Eskiden sadece acı çeken biriydim. Kabuslar gören, her güne mutsuz uyanan ve kendini ucube gibi hisseden biriydim. Şimdi ise her bir yanım mutlulukla doluydu. Sadece gülümsüyor, aşık olduğum sevimli meleğe sarılıyor ve her güne gülümseyerek uyanıyordum. Onun sevgisiyle iyileşiyordum.

"Artık uyusak mı?"

"Uyumak istemiyorum Soo."

"O zaman kitap okuyalım?"

"Okumak da istemiyorum."

"Bir şeyler içelim?"

"Onu da istemiyorum."

"O zaman belki başka şeyler yaparız."

"Ne gibi?"

"Bilmem, düşün bakalım biraz."

"Çok pisliksin."

Omzuma ufak bir yumruk attığında kendime çekip sımsıkı sarıldım.

"Sana masal anlatmamı ister misin?"

"Hmhm, bu beni mutlu eder."

"Öyleyse odamıza gidelim. Seni bir aşk masalıyla uyutacağım."

Yatağımıza yayılıp onu kollarıma aldım. Her zaman olduğu gibi göğsüme sokulmuş hikayemi bekliyordu.

"Bir zamanlar yemyeşil kocaman bir şato varmış. Orada mutlu bir aile yaşarmış."

"Yeşil mi? Korkunç olması gerekmiyor mu? Şatoyu mu sevimlileştiriyorsun sen?"

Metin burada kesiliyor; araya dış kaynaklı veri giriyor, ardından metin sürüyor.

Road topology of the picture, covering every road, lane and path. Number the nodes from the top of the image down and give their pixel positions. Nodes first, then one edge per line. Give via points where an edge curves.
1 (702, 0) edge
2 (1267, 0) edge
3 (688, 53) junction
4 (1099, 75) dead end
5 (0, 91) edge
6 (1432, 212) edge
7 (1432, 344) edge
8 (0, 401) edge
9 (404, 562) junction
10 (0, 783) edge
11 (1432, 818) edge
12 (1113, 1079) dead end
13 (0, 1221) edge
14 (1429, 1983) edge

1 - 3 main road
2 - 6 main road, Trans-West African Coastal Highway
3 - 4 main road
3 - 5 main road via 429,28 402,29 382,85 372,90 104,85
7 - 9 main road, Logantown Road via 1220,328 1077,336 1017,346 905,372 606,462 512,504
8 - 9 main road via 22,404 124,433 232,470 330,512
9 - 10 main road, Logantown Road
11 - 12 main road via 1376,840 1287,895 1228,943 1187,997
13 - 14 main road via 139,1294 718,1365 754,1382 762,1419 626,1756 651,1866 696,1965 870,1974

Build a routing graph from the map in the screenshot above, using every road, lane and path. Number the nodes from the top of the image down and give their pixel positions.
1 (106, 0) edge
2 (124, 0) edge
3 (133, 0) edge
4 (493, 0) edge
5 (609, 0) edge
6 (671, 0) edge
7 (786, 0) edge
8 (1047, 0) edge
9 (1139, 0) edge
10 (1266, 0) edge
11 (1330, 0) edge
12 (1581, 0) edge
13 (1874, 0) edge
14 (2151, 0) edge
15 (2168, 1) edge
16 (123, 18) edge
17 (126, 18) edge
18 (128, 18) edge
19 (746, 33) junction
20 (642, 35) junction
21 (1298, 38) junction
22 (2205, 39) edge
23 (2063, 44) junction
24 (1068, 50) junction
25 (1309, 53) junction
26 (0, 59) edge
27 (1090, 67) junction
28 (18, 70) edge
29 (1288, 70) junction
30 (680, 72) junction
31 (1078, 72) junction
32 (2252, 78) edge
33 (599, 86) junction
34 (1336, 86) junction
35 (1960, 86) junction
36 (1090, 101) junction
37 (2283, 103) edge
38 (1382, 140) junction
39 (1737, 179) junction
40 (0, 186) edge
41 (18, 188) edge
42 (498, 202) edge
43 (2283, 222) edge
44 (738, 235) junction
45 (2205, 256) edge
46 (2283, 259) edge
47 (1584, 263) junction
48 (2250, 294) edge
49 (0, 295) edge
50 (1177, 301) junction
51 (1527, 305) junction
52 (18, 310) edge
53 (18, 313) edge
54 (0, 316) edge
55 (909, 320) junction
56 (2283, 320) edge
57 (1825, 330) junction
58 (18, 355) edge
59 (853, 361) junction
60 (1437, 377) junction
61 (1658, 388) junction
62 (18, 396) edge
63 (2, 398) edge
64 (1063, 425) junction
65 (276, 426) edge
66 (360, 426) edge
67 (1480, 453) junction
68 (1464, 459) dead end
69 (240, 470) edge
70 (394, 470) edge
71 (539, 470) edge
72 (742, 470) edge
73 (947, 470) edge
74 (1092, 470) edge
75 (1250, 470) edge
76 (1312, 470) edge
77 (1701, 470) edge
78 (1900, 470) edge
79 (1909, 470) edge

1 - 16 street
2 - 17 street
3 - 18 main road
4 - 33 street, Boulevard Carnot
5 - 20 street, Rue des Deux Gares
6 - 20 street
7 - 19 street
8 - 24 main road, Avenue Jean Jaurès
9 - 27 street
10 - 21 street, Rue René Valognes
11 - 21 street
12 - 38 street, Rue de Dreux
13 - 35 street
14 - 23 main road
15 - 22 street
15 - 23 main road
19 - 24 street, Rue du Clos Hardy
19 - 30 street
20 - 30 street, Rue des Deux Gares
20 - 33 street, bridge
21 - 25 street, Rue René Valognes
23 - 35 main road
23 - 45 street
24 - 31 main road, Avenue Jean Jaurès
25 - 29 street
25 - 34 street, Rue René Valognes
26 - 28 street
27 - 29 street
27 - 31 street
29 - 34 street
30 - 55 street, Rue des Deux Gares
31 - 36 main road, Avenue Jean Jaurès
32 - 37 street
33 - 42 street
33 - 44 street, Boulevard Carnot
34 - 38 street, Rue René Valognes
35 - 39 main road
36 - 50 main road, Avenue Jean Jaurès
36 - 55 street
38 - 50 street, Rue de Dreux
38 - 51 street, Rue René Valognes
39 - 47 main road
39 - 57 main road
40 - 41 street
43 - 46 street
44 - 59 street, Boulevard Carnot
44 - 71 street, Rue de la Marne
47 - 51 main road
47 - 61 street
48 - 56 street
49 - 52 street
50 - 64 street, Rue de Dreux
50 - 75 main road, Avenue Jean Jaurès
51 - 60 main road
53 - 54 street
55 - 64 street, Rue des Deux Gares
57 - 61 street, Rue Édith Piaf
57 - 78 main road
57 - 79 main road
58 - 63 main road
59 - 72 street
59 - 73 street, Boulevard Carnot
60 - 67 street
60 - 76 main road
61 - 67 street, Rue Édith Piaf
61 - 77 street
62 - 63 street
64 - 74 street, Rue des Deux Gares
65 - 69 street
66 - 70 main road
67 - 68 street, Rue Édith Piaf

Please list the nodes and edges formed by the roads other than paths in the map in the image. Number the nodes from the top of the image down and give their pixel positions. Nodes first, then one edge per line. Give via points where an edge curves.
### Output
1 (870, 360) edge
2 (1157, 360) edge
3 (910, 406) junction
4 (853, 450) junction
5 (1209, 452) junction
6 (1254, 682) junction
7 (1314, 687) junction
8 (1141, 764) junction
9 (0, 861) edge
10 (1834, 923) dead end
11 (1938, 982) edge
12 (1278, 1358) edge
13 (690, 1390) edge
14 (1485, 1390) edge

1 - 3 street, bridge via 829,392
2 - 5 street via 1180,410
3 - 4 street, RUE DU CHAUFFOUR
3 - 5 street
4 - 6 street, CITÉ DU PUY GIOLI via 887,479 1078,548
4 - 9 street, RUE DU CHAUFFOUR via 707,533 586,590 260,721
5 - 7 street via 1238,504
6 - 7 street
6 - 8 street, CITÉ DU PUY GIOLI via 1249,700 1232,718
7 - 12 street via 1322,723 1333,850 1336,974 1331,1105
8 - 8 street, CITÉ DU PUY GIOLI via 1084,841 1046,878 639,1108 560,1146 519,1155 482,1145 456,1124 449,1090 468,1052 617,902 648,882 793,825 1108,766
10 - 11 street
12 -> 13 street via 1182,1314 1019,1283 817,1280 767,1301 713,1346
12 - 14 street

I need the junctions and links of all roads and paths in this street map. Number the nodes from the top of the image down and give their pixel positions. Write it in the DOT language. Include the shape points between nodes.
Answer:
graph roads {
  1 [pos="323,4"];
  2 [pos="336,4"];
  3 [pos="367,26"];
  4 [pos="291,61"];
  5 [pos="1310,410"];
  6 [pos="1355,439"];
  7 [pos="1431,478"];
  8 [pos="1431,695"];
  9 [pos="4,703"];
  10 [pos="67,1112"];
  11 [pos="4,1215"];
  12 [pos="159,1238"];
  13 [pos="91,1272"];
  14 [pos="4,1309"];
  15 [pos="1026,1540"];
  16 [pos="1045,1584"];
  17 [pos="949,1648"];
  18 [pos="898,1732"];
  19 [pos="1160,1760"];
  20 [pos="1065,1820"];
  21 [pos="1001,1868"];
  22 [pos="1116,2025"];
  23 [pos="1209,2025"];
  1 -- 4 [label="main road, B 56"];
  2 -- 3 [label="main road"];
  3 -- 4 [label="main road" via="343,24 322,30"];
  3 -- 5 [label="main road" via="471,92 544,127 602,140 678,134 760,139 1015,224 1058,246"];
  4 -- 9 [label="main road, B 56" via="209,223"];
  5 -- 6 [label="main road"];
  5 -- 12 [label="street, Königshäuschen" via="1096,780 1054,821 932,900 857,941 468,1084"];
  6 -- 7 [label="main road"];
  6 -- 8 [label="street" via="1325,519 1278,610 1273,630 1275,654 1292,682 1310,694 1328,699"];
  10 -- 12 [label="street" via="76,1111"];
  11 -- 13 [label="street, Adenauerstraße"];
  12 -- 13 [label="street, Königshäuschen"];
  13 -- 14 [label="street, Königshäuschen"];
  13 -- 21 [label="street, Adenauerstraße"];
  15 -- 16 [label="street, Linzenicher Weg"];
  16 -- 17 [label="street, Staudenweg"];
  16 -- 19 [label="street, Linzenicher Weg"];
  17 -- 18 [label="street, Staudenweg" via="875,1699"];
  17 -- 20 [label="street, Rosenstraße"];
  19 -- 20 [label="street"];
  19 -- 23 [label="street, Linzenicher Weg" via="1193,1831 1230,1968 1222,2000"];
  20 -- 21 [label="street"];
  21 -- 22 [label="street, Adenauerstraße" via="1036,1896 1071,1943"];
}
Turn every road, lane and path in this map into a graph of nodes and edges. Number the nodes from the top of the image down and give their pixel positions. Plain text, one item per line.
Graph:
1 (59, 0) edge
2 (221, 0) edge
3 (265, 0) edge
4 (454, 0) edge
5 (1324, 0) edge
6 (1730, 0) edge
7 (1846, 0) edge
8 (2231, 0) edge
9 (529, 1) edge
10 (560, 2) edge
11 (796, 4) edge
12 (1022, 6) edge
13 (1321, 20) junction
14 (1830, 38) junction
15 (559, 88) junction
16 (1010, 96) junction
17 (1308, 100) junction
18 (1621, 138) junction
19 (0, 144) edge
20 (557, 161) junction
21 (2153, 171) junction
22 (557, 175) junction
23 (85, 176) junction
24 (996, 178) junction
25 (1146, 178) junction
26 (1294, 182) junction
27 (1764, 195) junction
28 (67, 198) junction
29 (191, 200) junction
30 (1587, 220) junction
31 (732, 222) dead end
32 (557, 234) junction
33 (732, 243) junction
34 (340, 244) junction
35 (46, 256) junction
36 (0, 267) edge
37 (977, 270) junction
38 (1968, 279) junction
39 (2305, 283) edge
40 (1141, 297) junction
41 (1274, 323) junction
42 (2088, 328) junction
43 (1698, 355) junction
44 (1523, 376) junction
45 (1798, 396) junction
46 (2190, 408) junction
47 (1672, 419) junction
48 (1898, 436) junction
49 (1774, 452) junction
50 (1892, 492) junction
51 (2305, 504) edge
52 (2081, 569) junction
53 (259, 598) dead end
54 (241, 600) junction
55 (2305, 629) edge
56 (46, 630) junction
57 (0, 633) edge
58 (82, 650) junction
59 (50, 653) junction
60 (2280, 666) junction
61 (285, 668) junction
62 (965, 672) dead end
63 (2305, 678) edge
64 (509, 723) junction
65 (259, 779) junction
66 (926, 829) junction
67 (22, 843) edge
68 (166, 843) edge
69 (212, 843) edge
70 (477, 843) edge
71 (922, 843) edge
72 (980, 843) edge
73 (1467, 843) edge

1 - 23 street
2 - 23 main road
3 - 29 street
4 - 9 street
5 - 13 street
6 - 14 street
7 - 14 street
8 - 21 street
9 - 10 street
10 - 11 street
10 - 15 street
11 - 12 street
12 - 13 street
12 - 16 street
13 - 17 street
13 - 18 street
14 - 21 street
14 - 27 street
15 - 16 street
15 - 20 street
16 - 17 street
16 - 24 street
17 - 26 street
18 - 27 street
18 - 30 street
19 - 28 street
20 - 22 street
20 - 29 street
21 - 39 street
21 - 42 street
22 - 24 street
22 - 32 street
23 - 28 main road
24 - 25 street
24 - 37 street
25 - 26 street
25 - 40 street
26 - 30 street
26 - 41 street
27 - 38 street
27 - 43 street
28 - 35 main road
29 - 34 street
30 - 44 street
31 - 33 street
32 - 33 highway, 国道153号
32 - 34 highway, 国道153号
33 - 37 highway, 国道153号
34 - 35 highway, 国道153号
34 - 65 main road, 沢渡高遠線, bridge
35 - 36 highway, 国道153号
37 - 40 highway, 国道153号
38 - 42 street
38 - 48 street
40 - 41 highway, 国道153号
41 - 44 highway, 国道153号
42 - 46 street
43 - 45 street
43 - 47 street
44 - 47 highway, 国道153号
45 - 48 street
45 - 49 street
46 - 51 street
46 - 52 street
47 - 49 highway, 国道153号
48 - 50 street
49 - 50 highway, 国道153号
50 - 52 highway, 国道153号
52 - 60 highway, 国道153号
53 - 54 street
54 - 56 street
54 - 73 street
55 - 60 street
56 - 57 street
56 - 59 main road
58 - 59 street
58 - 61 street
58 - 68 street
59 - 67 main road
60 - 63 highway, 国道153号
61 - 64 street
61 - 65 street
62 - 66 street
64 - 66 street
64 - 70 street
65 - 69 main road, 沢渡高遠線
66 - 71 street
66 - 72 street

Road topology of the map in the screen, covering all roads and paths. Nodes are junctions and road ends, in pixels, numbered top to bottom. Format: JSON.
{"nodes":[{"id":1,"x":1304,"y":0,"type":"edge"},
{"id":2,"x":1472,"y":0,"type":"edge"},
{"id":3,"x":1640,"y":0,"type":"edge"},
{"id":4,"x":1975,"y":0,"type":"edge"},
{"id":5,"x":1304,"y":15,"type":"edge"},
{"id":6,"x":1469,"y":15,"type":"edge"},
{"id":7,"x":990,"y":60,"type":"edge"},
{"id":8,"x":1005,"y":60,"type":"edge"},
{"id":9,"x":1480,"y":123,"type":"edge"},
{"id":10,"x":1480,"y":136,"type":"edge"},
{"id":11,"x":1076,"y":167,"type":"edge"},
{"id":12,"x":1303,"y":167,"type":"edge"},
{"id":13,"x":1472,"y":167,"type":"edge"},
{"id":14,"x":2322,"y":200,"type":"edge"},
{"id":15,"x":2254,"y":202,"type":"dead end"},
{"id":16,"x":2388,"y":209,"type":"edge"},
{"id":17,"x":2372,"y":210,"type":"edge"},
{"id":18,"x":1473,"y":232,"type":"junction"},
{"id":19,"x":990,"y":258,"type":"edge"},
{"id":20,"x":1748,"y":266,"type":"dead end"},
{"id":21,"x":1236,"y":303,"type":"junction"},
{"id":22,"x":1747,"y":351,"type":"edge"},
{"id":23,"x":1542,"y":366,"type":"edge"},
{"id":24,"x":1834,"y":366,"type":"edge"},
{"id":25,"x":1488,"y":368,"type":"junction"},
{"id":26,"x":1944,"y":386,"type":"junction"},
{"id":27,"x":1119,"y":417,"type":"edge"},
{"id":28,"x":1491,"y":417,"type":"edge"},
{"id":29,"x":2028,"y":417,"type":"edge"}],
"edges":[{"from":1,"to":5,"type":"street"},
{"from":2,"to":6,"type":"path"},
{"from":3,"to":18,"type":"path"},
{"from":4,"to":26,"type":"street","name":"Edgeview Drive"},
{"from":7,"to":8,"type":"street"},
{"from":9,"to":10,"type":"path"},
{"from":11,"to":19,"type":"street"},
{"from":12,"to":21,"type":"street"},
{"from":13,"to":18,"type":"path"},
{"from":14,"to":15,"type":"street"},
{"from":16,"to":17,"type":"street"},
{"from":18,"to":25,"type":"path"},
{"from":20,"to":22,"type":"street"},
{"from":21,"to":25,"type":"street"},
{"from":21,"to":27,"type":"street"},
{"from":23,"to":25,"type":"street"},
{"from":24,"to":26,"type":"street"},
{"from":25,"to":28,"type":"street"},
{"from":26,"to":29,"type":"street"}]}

"Masalıma karışmaz mısın lütfen bebeğim."

"Tamam sustum."

"Bu yeşil şatoda sevimli esmer bir prens yaşıyormuş. Neredeyse bütün halk o prense hayranmış. Onu görmek için çok uzak diyarlardan haftalar süren yolculuklarla şatoya geliyorlarmış."

"Esmer prens? Yeşil şatoda? Hmmm, neden bana tanıdık geliyor acaba?"

"Bebeğim, sadece dinle lütfen."

"Uf tamam."

Saçlarından öpüp kokusunu içime çektim.

"Sonra bir gün pembe unicornu olan bir prens şatonun önünden geçmiş."

Jongin'in kıkırdadığını duyunca ben de güldüm ve masalıma devam ettim.

"Pembe unicornlu prens, şatonun penceresinde gördüğü esmer prense aşık olmuş."

Jongin kahkahalarını durduramıyordu.

"Tanrııııım, bu nasıl bir masaaal?"

"Bu, dünyada sadece senin bildiğin bir masal."

"Çünkü sen uyduruyorsun."

"Peki uykunu kaçırmayı başarabildim mi?"

"Sen bir hainsin, bunu biliyorsun değil mi?"

"Hmhm."

"Ve ben seni çok seviyorum."

"Seni çok seviyorum."

Gözlerine aşkla bakarken kalbim daha fazla onunla doluyordu. Berbat hayatımın içinde, abimden sonra aldığım en güzel hediyeydi o. Tanrı'ya bunun için ömrümün sonuna kadar şükredecektim.